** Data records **
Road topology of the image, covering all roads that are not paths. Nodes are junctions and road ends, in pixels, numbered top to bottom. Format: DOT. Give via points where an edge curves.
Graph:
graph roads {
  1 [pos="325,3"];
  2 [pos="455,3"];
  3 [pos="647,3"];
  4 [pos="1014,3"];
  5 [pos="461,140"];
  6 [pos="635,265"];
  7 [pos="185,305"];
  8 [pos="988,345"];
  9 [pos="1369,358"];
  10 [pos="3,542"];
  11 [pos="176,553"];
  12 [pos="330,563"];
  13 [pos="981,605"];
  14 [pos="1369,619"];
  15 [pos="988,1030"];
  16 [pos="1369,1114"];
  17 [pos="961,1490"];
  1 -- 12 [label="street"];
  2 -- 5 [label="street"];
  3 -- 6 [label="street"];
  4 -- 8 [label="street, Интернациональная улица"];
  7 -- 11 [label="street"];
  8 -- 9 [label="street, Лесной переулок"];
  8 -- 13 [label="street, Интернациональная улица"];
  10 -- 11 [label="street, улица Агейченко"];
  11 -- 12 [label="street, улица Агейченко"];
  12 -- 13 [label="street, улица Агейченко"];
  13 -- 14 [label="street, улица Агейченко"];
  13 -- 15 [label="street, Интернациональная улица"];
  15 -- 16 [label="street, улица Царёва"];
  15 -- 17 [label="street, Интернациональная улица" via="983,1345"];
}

** What needs to be done **
Extract every entry above as it appears.

** Solution to the problem **
Road topology of the image, covering all roads that are not paths. Nodes are junctions and road ends, in pixels, numbered top to bottom. Format: DOT. Give via points where an edge curves.
Graph:
graph roads {
  1 [pos="325,3"];
  2 [pos="455,3"];
  3 [pos="647,3"];
  4 [pos="1014,3"];
  5 [pos="461,140"];
  6 [pos="635,265"];
  7 [pos="185,305"];
  8 [pos="988,345"];
  9 [pos="1369,358"];
  10 [pos="3,542"];
  11 [pos="176,553"];
  12 [pos="330,563"];
  13 [pos="981,605"];
  14 [pos="1369,619"];
  15 [pos="988,1030"];
  16 [pos="1369,1114"];
  17 [pos="961,1490"];
  1 -- 12 [label="street"];
  2 -- 5 [label="street"];
  3 -- 6 [label="street"];
  4 -- 8 [label="street, Интернациональная улица"];
  7 -- 11 [label="street"];
  8 -- 9 [label="street, Лесной переулок"];
  8 -- 13 [label="street, Интернациональная улица"];
  10 -- 11 [label="street, улица Агейченко"];
  11 -- 12 [label="street, улица Агейченко"];
  12 -- 13 [label="street, улица Агейченко"];
  13 -- 14 [label="street, улица Агейченко"];
  13 -- 15 [label="street, Интернациональная улица"];
  15 -- 16 [label="street, улица Царёва"];
  15 -- 17 [label="street, Интернациональная улица" via="983,1345"];
}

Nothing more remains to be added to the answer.